Given entries:

------------

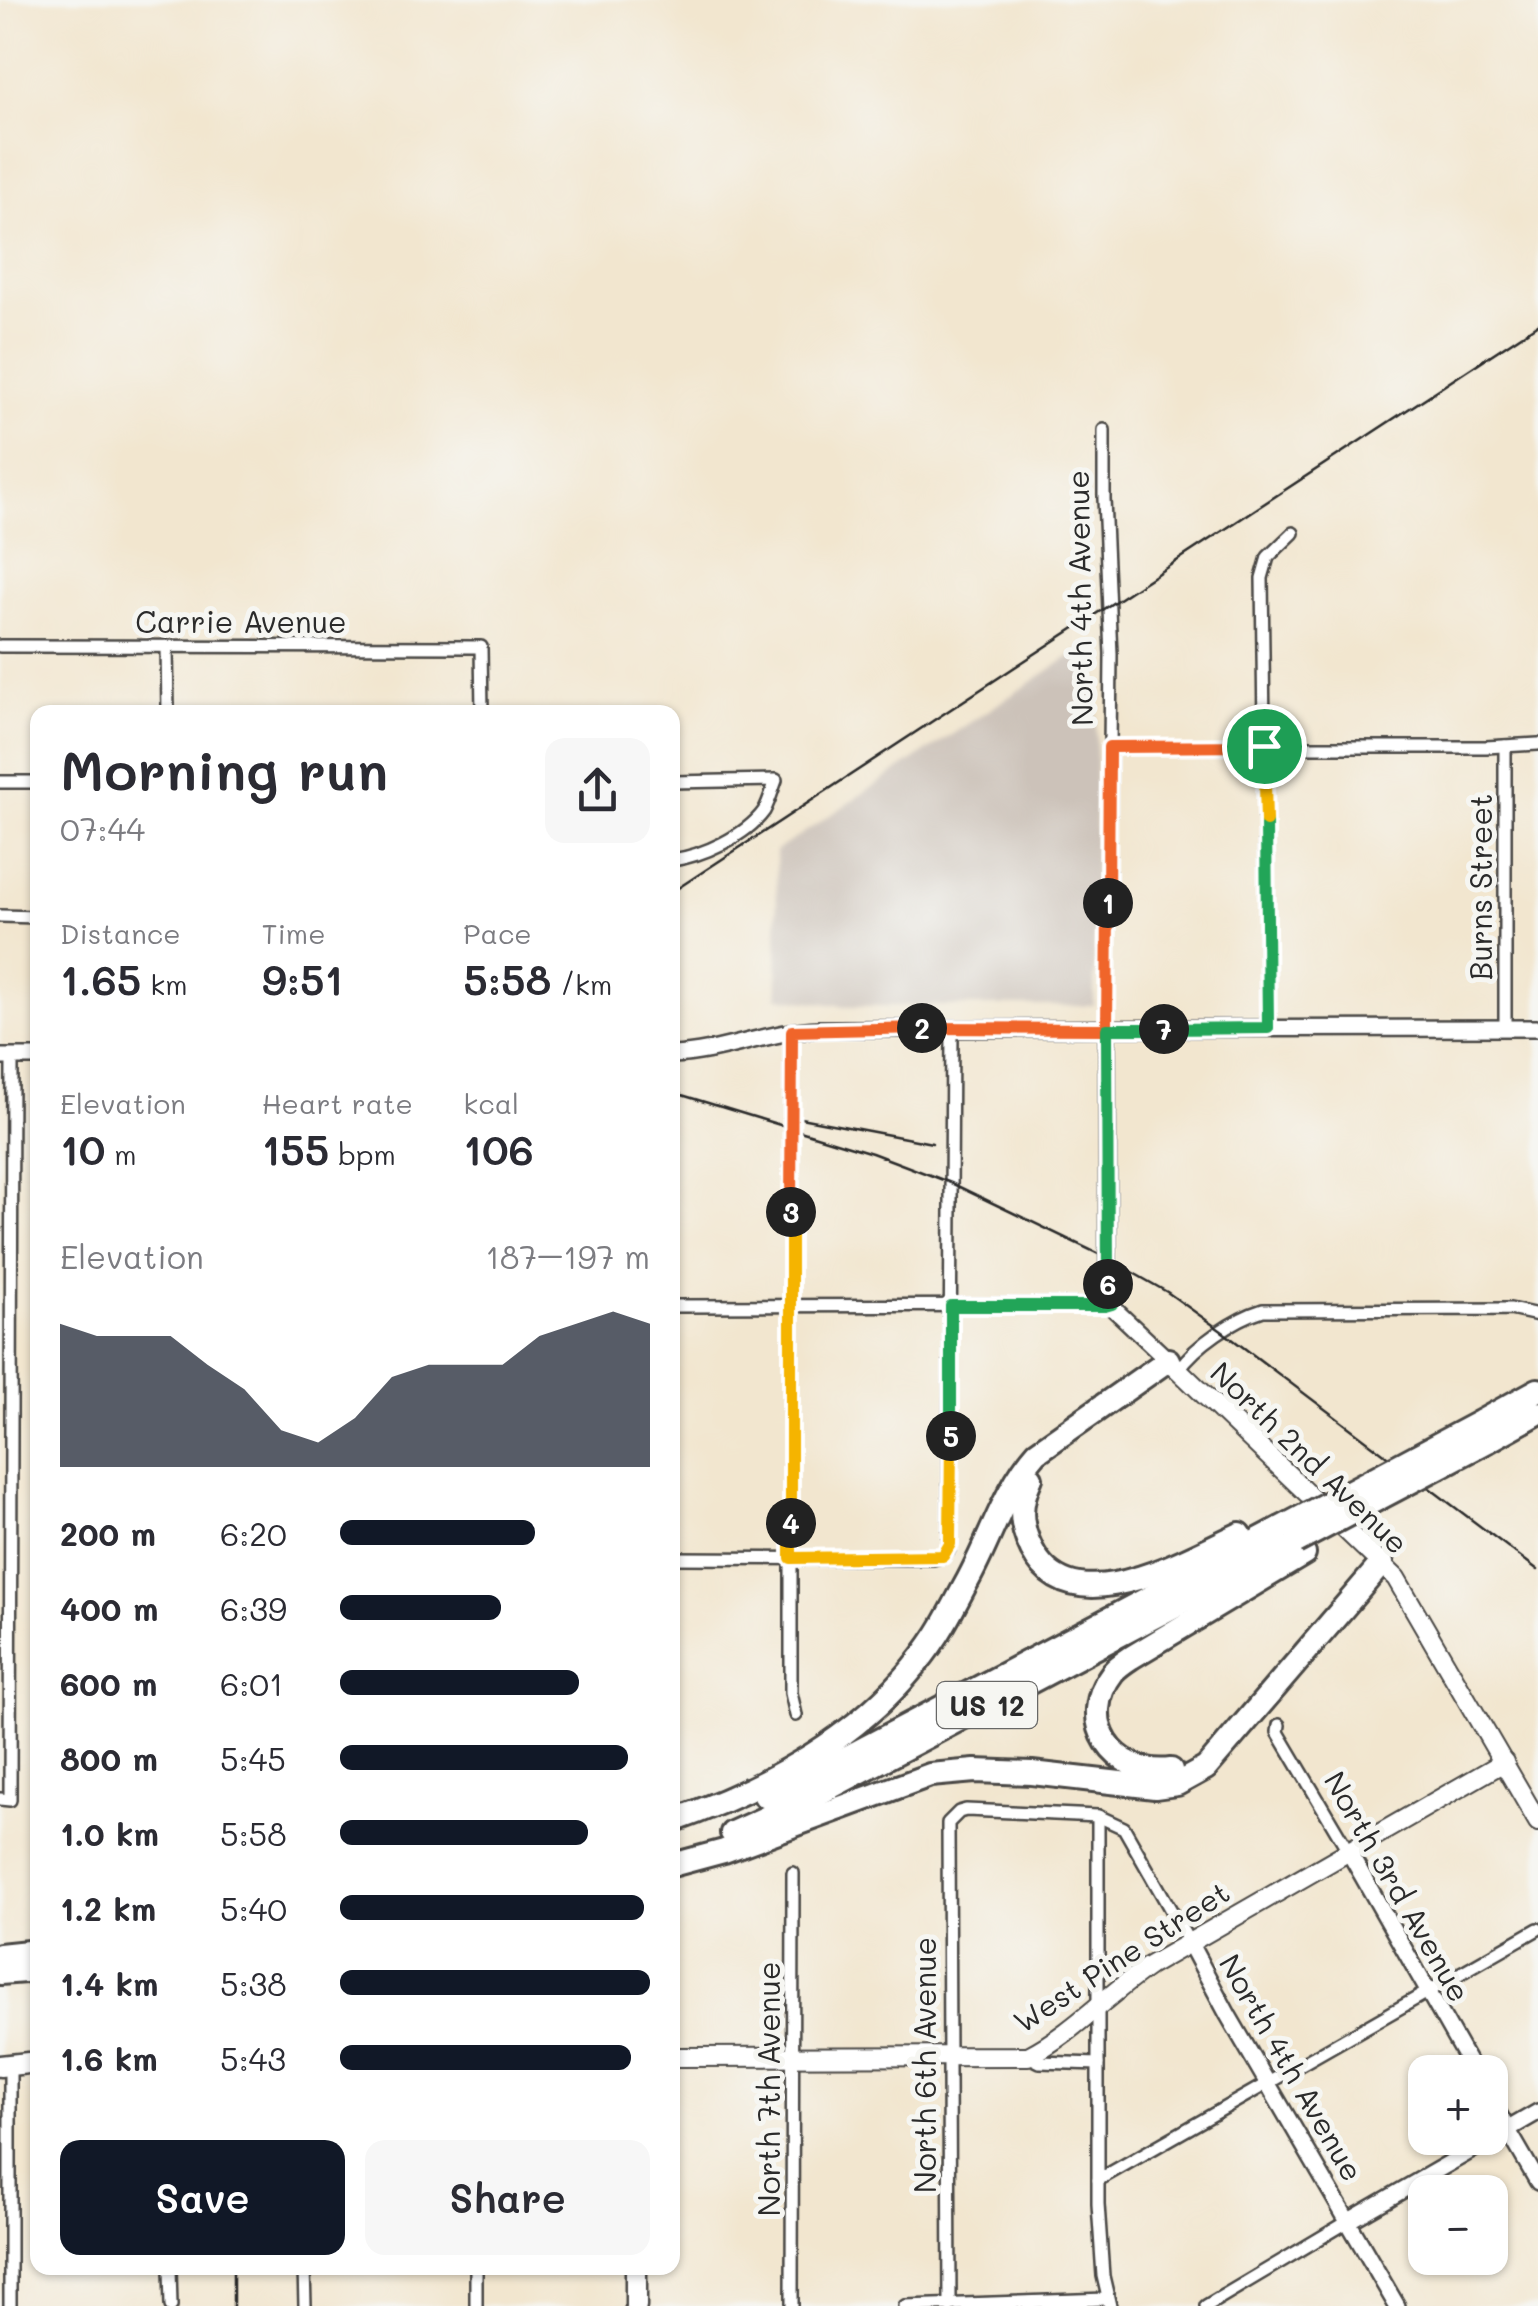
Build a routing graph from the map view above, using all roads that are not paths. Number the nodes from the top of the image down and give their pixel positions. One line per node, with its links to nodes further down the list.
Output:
1 (1104, 430): 10 (street, North 4th Avenue)
2 (1292, 533): 8 (street)
3 (0, 646): 4 (street, Carrie Avenue)
4 (168, 646): 5 (street); 6 (street, Carrie Avenue)
5 (168, 705)
6 (482, 705)
7 (1538, 744): 9 (street)
8 (1264, 746): 9 (street); 10 (street); 18 (street)
9 (1504, 746): 19 (street, Burns Street)
10 (1109, 747): 21 (street, North 4th Avenue)
11 (0, 782): 12 (street)
12 (30, 782)
13 (680, 782): 14 (street)
14 (680, 857)
15 (0, 916): 16 (street)
16 (30, 916)
17 (952, 1028): 21 (street); 22 (street); 29 (street)
18 (1268, 1028): 19 (street); 21 (street)
19 (1505, 1028): 20 (street)
20 (1538, 1028)
21 (1107, 1029): 25 (street, North 4th Avenue)
22 (792, 1031): 23 (street); 28 (street)
23 (680, 1054)
24 (6, 1058): 26 (street)
25 (1112, 1304): 29 (street); 31 (street, North 2nd Avenue)
26 (5, 1306): 39 (street)
27 (680, 1306): 28 (street)
28 (791, 1306): 29 (street); 37 (street)
29 (951, 1306): 37 (street)
30 (1538, 1315): 31 (street)
31 (1178, 1362): 35 (highway); 38 (main road, North 2nd Avenue); 45 (highway)
32 (1538, 1390): 34 (highway, US 12)
33 (1538, 1413): 34 (highway, US 12)
34 (1484, 1431): 35 (highway, US 12, bridge); 35 (highway, US 12, bridge)
35 (1289, 1536): 38 (highway); 47 (highway, US 12); 48 (highway, US 12)
36 (680, 1558): 37 (street)
37 (791, 1558): 40 (street)
38 (1378, 1558): 42 (main road, North 2nd Avenue); 50 (highway)
39 (5, 1562): 43 (street)
40 (796, 1714)
41 (1279, 1725): 49 (street, North 3rd Avenue)
42 (1504, 1762): 46 (main road, North 2nd Avenue); 49 (main road, West Pine Street)
43 (5, 1800)
44 (1098, 1816): 53 (street, North 4th Avenue); 59 (street); 63 (street, North 6th Avenue)
45 (680, 1818)
46 (1538, 1822)
47 (680, 1829)
48 (680, 1852)
49 (1349, 1852): 53 (main road, West Pine Street); 58 (street, North 3rd Avenue)
50 (680, 1864)
51 (792, 1872): 62 (street, North 7th Avenue)
52 (1538, 1929): 58 (street)
53 (1189, 1942): 59 (main road, West Pine Street); 68 (street, North 4th Avenue)
54 (30, 1952): 55 (highway)
55 (0, 1955)
56 (30, 1971): 57 (highway)
57 (0, 1973)
58 (1427, 1993): 60 (street, North 3rd Avenue); 68 (street)
59 (1099, 2005): 61 (main road, West Pine Street); 66 (street)
60 (1464, 2055)
61 (1028, 2056): 63 (main road, West Pine Street); 66 (street)
62 (793, 2057): 63 (main road, West Pine Street); 64 (main road, West Pine Street); 86 (street, North 7th Avenue)
63 (948, 2057): 80 (street, North 6th Avenue)
64 (680, 2058)
65 (30, 2063): 67 (main road)
66 (1098, 2064): 72 (street)
67 (5, 2065): 81 (street)
68 (1268, 2083): 72 (street); 74 (street, North 4th Avenue)
69 (1538, 2112): 70 (street)
70 (1508, 2130): 73 (street)
71 (1465, 2155): 74 (street)
72 (1098, 2180): 79 (street)
73 (1538, 2182)
74 (1349, 2222): 88 (street); 89 (street, North 4th Avenue)
75 (170, 2275): 82 (street)
76 (304, 2275): 83 (street)
77 (476, 2275): 84 (street)
78 (636, 2275): 85 (main road)
79 (1108, 2302): 80 (street)
80 (950, 2305): 87 (street)
81 (10, 2306)
82 (171, 2306)
83 (305, 2306)
84 (476, 2306)
85 (636, 2306)
86 (792, 2306)
87 (905, 2306)
88 (1206, 2306)
89 (1398, 2306)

------------

Work to be completed: What you return should be the whole listing, word for word, without its pictures.

Result below:
Build a routing graph from the map view above, using all roads that are not paths. Number the nodes from the top of the image down and give their pixel positions. One line per node, with its links to nodes further down the list.
Output:
1 (1104, 430): 10 (street, North 4th Avenue)
2 (1292, 533): 8 (street)
3 (0, 646): 4 (street, Carrie Avenue)
4 (168, 646): 5 (street); 6 (street, Carrie Avenue)
5 (168, 705)
6 (482, 705)
7 (1538, 744): 9 (street)
8 (1264, 746): 9 (street); 10 (street); 18 (street)
9 (1504, 746): 19 (street, Burns Street)
10 (1109, 747): 21 (street, North 4th Avenue)
11 (0, 782): 12 (street)
12 (30, 782)
13 (680, 782): 14 (street)
14 (680, 857)
15 (0, 916): 16 (street)
16 (30, 916)
17 (952, 1028): 21 (street); 22 (street); 29 (street)
18 (1268, 1028): 19 (street); 21 (street)
19 (1505, 1028): 20 (street)
20 (1538, 1028)
21 (1107, 1029): 25 (street, North 4th Avenue)
22 (792, 1031): 23 (street); 28 (street)
23 (680, 1054)
24 (6, 1058): 26 (street)
25 (1112, 1304): 29 (street); 31 (street, North 2nd Avenue)
26 (5, 1306): 39 (street)
27 (680, 1306): 28 (street)
28 (791, 1306): 29 (street); 37 (street)
29 (951, 1306): 37 (street)
30 (1538, 1315): 31 (street)
31 (1178, 1362): 35 (highway); 38 (main road, North 2nd Avenue); 45 (highway)
32 (1538, 1390): 34 (highway, US 12)
33 (1538, 1413): 34 (highway, US 12)
34 (1484, 1431): 35 (highway, US 12, bridge); 35 (highway, US 12, bridge)
35 (1289, 1536): 38 (highway); 47 (highway, US 12); 48 (highway, US 12)
36 (680, 1558): 37 (street)
37 (791, 1558): 40 (street)
38 (1378, 1558): 42 (main road, North 2nd Avenue); 50 (highway)
39 (5, 1562): 43 (street)
40 (796, 1714)
41 (1279, 1725): 49 (street, North 3rd Avenue)
42 (1504, 1762): 46 (main road, North 2nd Avenue); 49 (main road, West Pine Street)
43 (5, 1800)
44 (1098, 1816): 53 (street, North 4th Avenue); 59 (street); 63 (street, North 6th Avenue)
45 (680, 1818)
46 (1538, 1822)
47 (680, 1829)
48 (680, 1852)
49 (1349, 1852): 53 (main road, West Pine Street); 58 (street, North 3rd Avenue)
50 (680, 1864)
51 (792, 1872): 62 (street, North 7th Avenue)
52 (1538, 1929): 58 (street)
53 (1189, 1942): 59 (main road, West Pine Street); 68 (street, North 4th Avenue)
54 (30, 1952): 55 (highway)
55 (0, 1955)
56 (30, 1971): 57 (highway)
57 (0, 1973)
58 (1427, 1993): 60 (street, North 3rd Avenue); 68 (street)
59 (1099, 2005): 61 (main road, West Pine Street); 66 (street)
60 (1464, 2055)
61 (1028, 2056): 63 (main road, West Pine Street); 66 (street)
62 (793, 2057): 63 (main road, West Pine Street); 64 (main road, West Pine Street); 86 (street, North 7th Avenue)
63 (948, 2057): 80 (street, North 6th Avenue)
64 (680, 2058)
65 (30, 2063): 67 (main road)
66 (1098, 2064): 72 (street)
67 (5, 2065): 81 (street)
68 (1268, 2083): 72 (street); 74 (street, North 4th Avenue)
69 (1538, 2112): 70 (street)
70 (1508, 2130): 73 (street)
71 (1465, 2155): 74 (street)
72 (1098, 2180): 79 (street)
73 (1538, 2182)
74 (1349, 2222): 88 (street); 89 (street, North 4th Avenue)
75 (170, 2275): 82 (street)
76 (304, 2275): 83 (street)
77 (476, 2275): 84 (street)
78 (636, 2275): 85 (main road)
79 (1108, 2302): 80 (street)
80 (950, 2305): 87 (street)
81 (10, 2306)
82 (171, 2306)
83 (305, 2306)
84 (476, 2306)
85 (636, 2306)
86 (792, 2306)
87 (905, 2306)
88 (1206, 2306)
89 (1398, 2306)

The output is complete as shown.